Kleine Schritte mit großer Wirkung

Niemand muss den Garten über Nacht in eine Wildnis verwandeln. Schon wenige Maßnahmen verändern viel:

  • Ersetze ein Stück Rasen durch ein gemischtes Blühbeet oder eine Wiese
  • Pflanze heimische Stauden und Kräuter im Kübel auf Balkon oder Terrasse
  • Lasse verblühte Stängel und Totholz über den Winter stehen

Jeder Quadratmeter zählt

Der Rückgang von Bienen und Schmetterlingen ist kein fernes Naturdrama, sondern spielt sich direkt vor unserer Haustür ab. Doch du kannst aktiv gegensteuern. Mit durchdachten Pflanzungen, einem sorgfältig ausgewählten Insektenhotel und etwas mehr Gelassenheit beim Aufräumen wird dein Garten zum lebendigen Schutzgebiet. So hilfst du der Natur, stärkst die eigene Ernte und bekommst im Gegenzug ein buntes Schauspiel, das kein Streamingdienst ersetzen kann.

Ein weiterer entscheidender Baustein für einen insektenfreundlichen Garten ist die Vielfalt an Strukturen, die du bewusst einplanst. Unterschiedliche Höhen, Materialien und Mikrohabitate ziehen verschiedene Arten an und machen den Garten widerstandsfähiger gegenüber Wetterextremen. Schon kleine Elemente wie ein steiniger Randbereich, eine niedrige Trockenmauer oder ein Haufen aus Ästen können zusätzliche Lebensräume schaffen. Auch Wildpflanzen, die sich von selbst ansiedeln, verdienen einen Platz – sie sind optimal an den Standort angepasst und bieten oft genau das, was spezialisierte Insekten benötigen. Wer ihnen ein bisschen Raum gibt, wird überrascht sein, wie schnell sich eine differenzierte Tierwelt einstellt. Darüber hinaus lohnt sich ein genauerer Blick auf den Boden: Eine humusreiche, lebendige Erde liefert Pflanzen nicht nur bessere Nährstoffe, sondern fördert auch unzählige Kleinstlebewesen, die Teil eines gesunden Gartenökosystems sind. Mit Kompost, Laub und organischem Mulch sorgst du auf einfache Weise dafür, dass der Kreislauf im Boden aktiv bleibt.

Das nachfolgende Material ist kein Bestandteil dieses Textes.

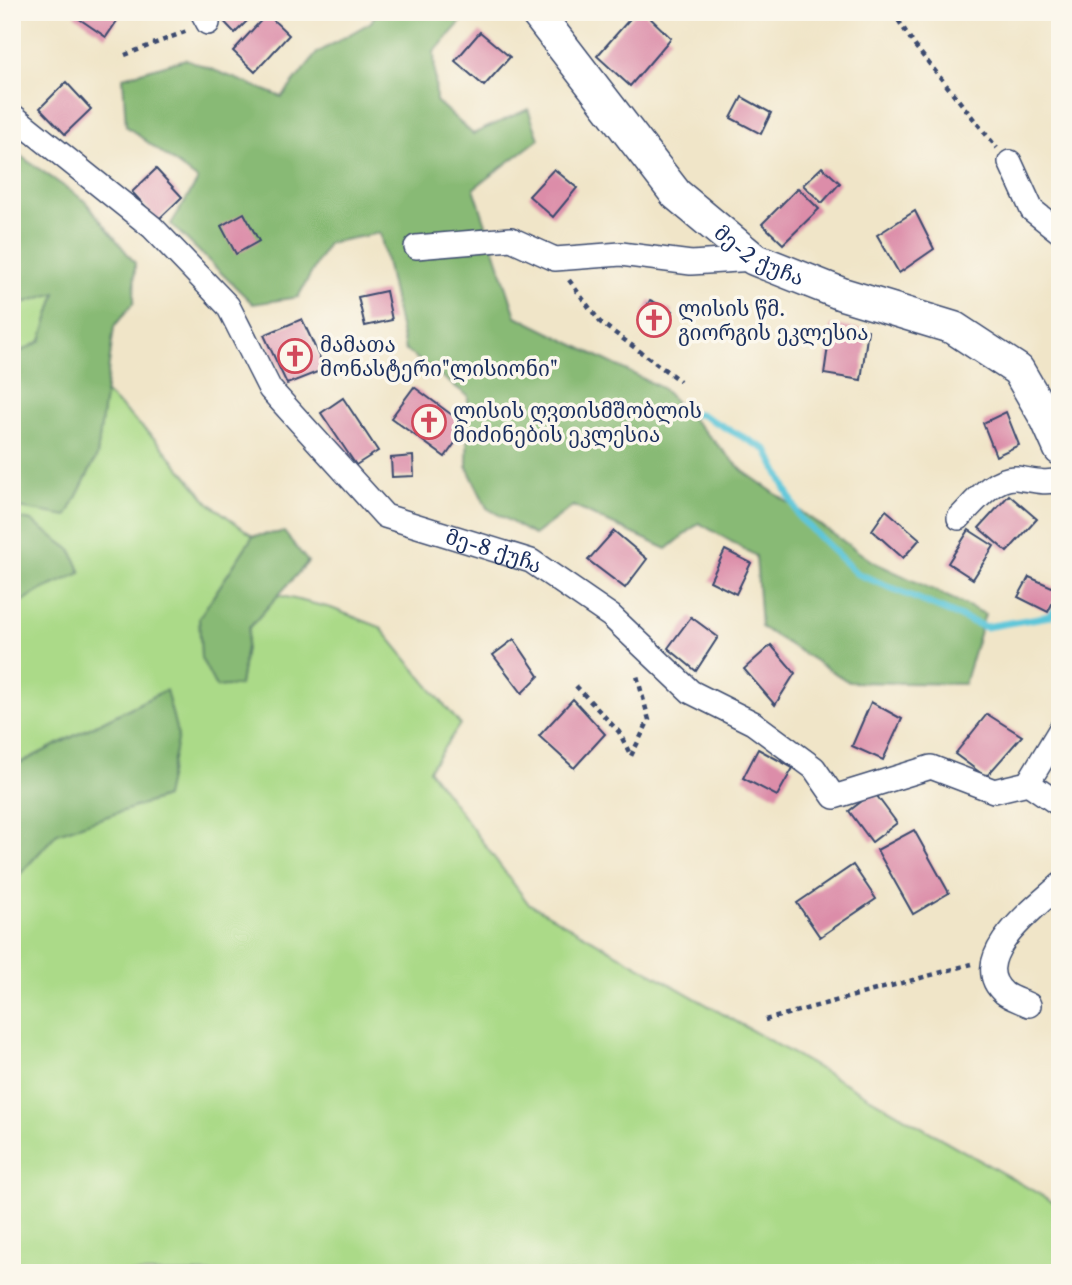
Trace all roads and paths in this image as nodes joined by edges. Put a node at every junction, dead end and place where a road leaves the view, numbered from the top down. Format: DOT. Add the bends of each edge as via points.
graph roads {
  1 [pos="536,12"];
  2 [pos="893,12"];
  3 [pos="205,18"];
  4 [pos="125,55"];
  5 [pos="12,116"];
  6 [pos="1010,162"];
  7 [pos="1060,232"];
  8 [pos="416,247"];
  9 [pos="555,259"];
  10 [pos="754,259"];
  11 [pos="680,381"];
  12 [pos="1060,449"];
  13 [pos="1060,480"];
  14 [pos="959,517"];
  15 [pos="636,636"];
  16 [pos="576,686"];
  17 [pos="1060,730"];
  18 [pos="1028,783"];
  19 [pos="1060,805"];
  20 [pos="1060,885"];
  21 [pos="1002,940"];
  22 [pos="1029,1005"];
  23 [pos="765,1020"];
  1 -- 10 [label="main road, მე-2 ქუჩა" via="676,194"];
  2 -- 6 [label="path" via="960,105"];
  3 -- 4 [label="path"];
  5 -- 15 [label="street, მე-8 ქუჩა" via="152,227 228,306 270,389 385,516 531,561"];
  6 -- 7 [label="street" via="1032,210"];
  8 -- 9 [label="street" via="512,239"];
  9 -- 10 [label="street" via="621,254 691,263"];
  9 -- 11 [label="path" via="600,322"];
  10 -- 12 [label="main road, მე-2 ქუჩა" via="842,294 954,328 1018,370"];
  13 -- 14 [label="street" via="1036,484 1003,479"];
  15 -- 16 [label="path" via="634,661 649,720 631,756 620,732"];
  15 -- 18 [label="street, მე-8 ქუჩა" via="691,692 753,723 814,768 834,797 931,767 994,791"];
  17 -- 18 [label="street"];
  18 -- 19 [label="street"];
  20 -- 21 [label="street"];
  21 -- 22 [label="street" via="993,960 993,976 1004,992"];
  21 -- 23 [label="path" via="978,963"];
}
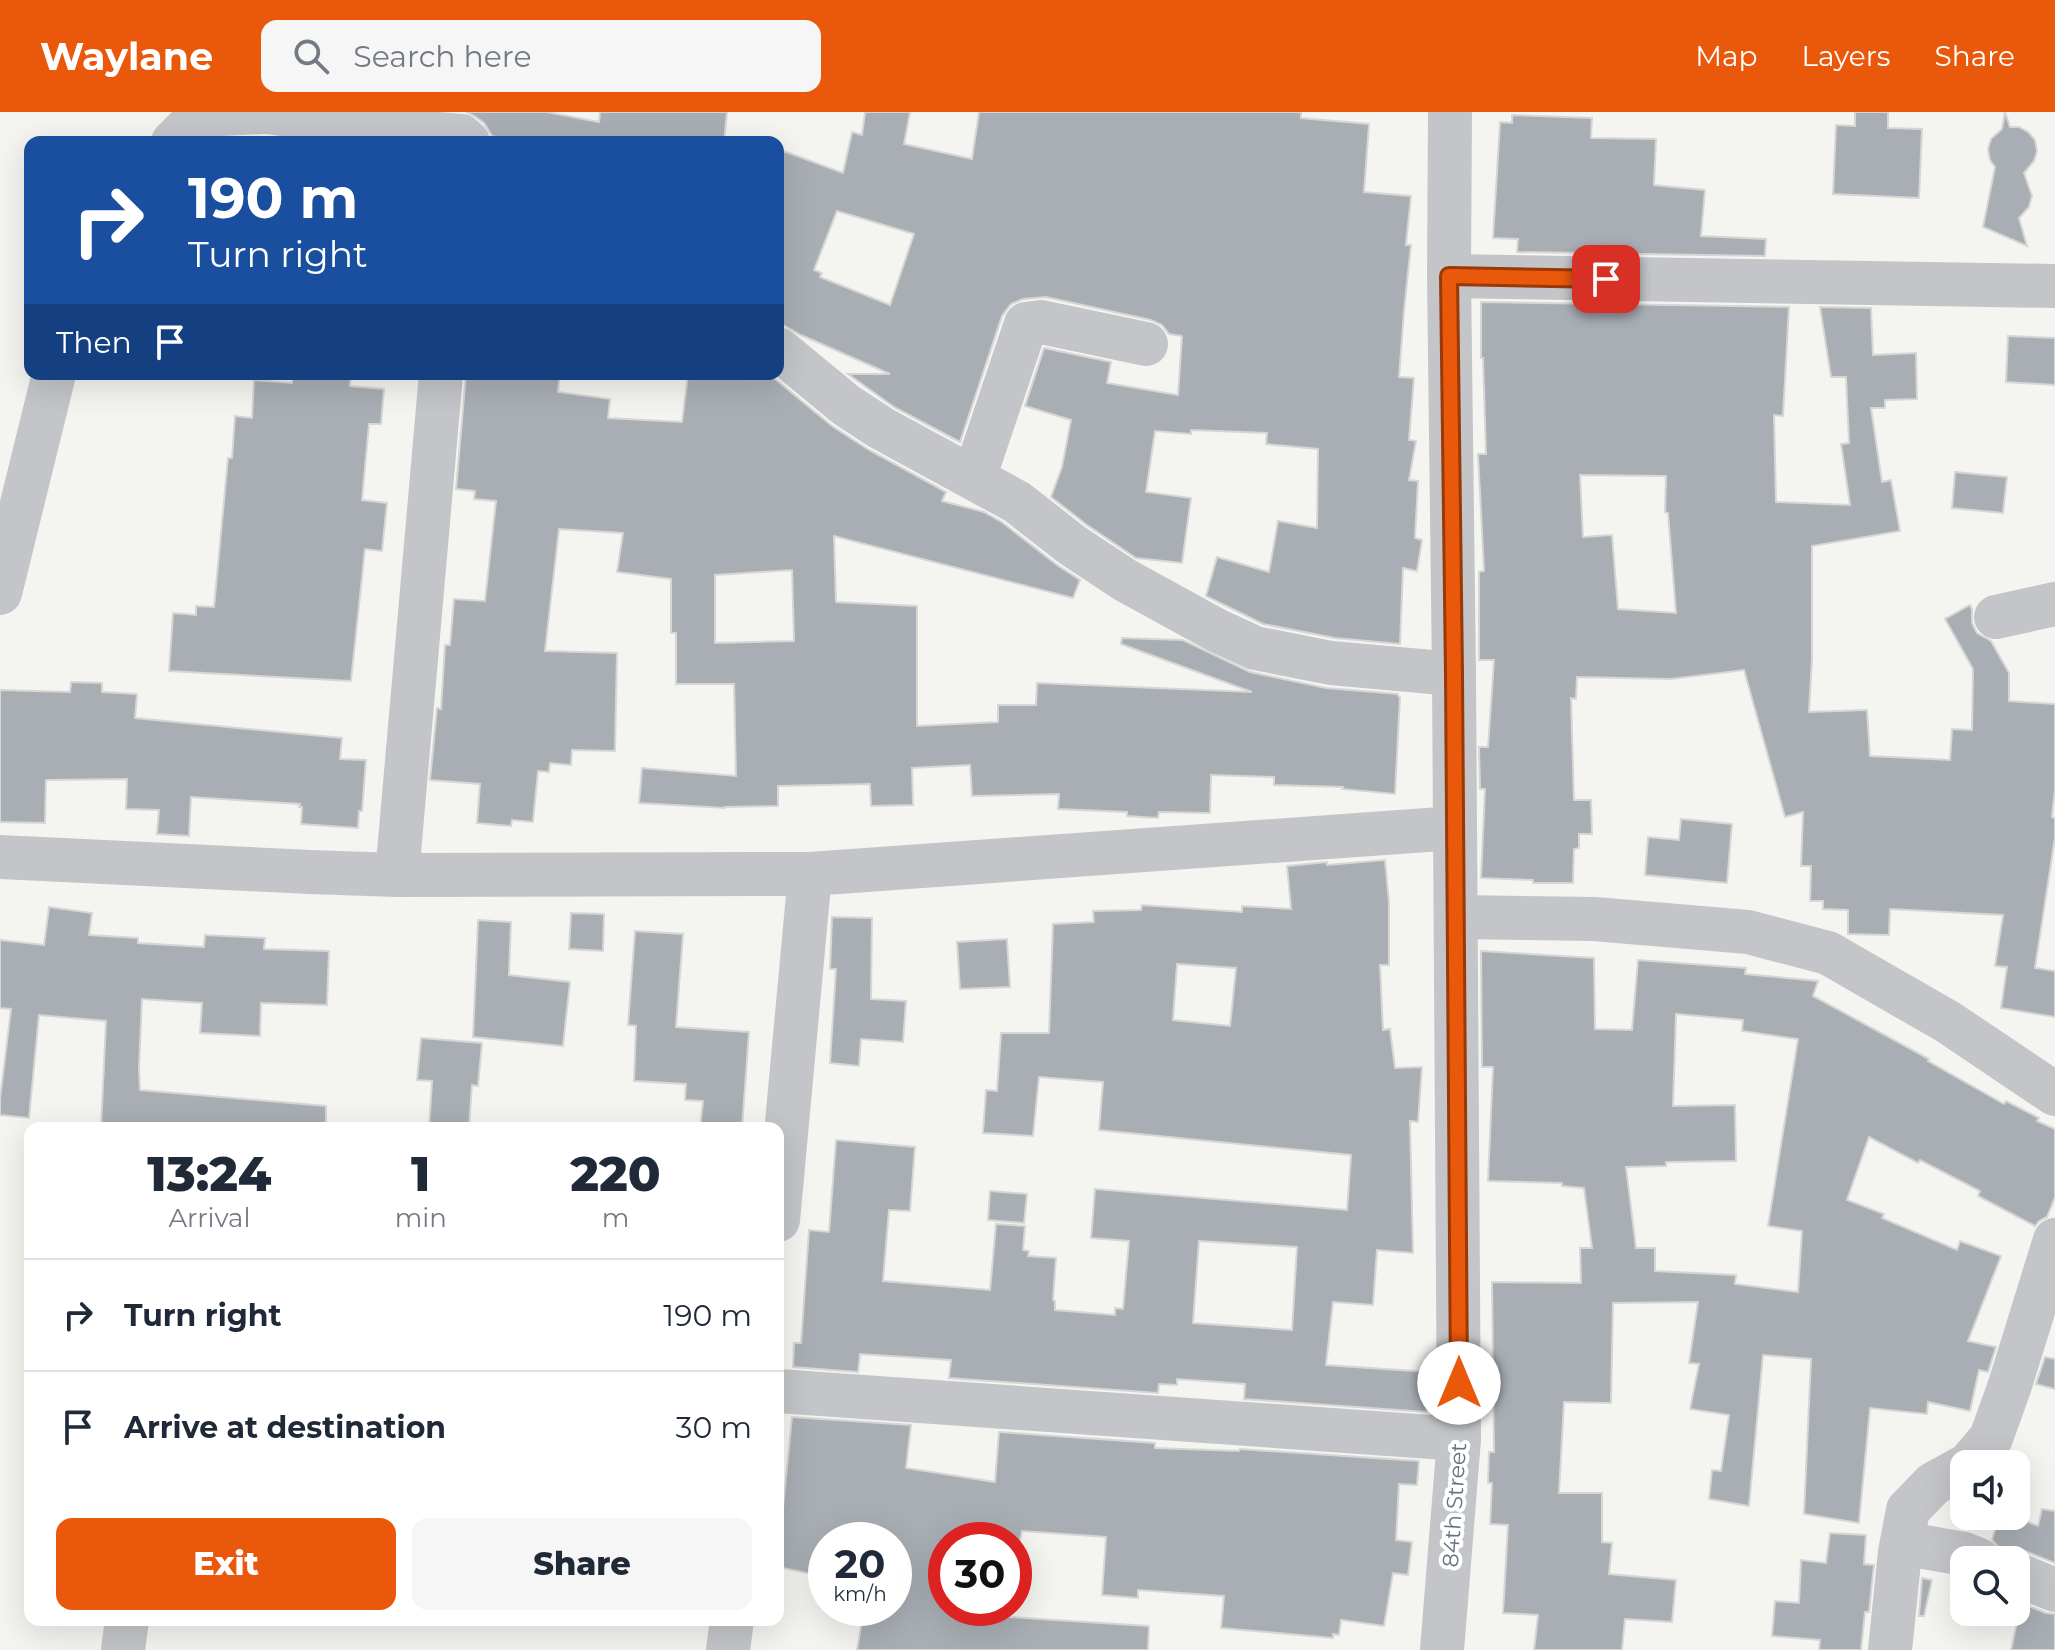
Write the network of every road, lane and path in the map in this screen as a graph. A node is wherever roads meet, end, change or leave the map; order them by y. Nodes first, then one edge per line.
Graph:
1 (266, 112) edge
2 (1450, 112) edge
3 (190, 123) edge
4 (463, 133) edge
5 (1449, 276) junction
6 (2055, 286) edge
7 (1146, 344) dead end
8 (784, 354) edge
9 (53, 380) edge
10 (440, 380) edge
11 (974, 478) junction
12 (0, 593) edge
13 (2055, 604) edge
14 (1996, 617) dead end
15 (1454, 674) junction
16 (1455, 828) junction
17 (0, 857) edge
18 (810, 874) junction
19 (397, 875) junction
20 (1456, 917) junction
21 (2055, 1094) edge
22 (784, 1155) edge
23 (2055, 1240) edge
24 (784, 1391) edge
25 (1459, 1439) junction
26 (1980, 1450) edge
27 (1950, 1474) edge
28 (1902, 1543) junction
29 (1950, 1552) edge
30 (2030, 1580) edge
31 (2055, 1590) edge
32 (126, 1626) edge
33 (731, 1626) edge
34 (123, 1650) edge
35 (728, 1650) edge
36 (1442, 1650) edge
37 (1890, 1650) edge

1 - 3 street
1 - 4 street
2 - 5 street, 84th Street
5 - 6 street
5 - 15 street, 84th Street
7 - 11 street
8 - 11 street
9 - 12 street
10 - 19 street
11 - 15 street
13 - 14 street
15 - 16 street, 84th Street
16 - 18 street
16 - 20 street, 84th Street
17 - 19 street
18 - 19 street
18 - 22 street
20 - 21 street
20 - 25 street, 84th Street
23 - 26 street
24 - 25 street
25 - 36 street, 84th Street
27 - 28 street
28 - 29 street
28 - 37 street
30 - 31 street
32 - 34 street
33 - 35 street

Ebenso wichtig ist es, Ruhephasen in den Garten zu integrieren – nicht nur für die Natur, sondern auch für dich. Ein Garten, der sich zu bestimmten Zeiten selbst überlassen bleibt, entwickelt oft die interessantesten Ecken. Wenn du beispielsweise bestimmte Bereiche nur zweimal im Jahr schneidest oder bewusst kleine „Wildinseln“ stehen lässt, entstehen wertvolle Rückzugsorte für nachtaktive Insekten und andere Tiere, die sich tagsüber verstecken. Auch Licht spielt eine größere Rolle, als vielen bewusst ist: Zu starke oder dauerhaft eingeschaltete Beleuchtung irritiert nachtaktive Arten und kann ihren Lebensrhythmus erheblich stören. Warmweiße, abgeschirmte LEDs mit Zeitschaltuhr oder Bewegungsmelder sind daher eine gute Wahl. So bleibt der Garten auch in der Nacht ein lebendiger und geschützter Ort. Mit solchen zusätzlichen Maßnahmen wird dein grünes Refugium langfristig zu einem stabilen, vielfältigen und ökologisch wertvollen Lebensraum.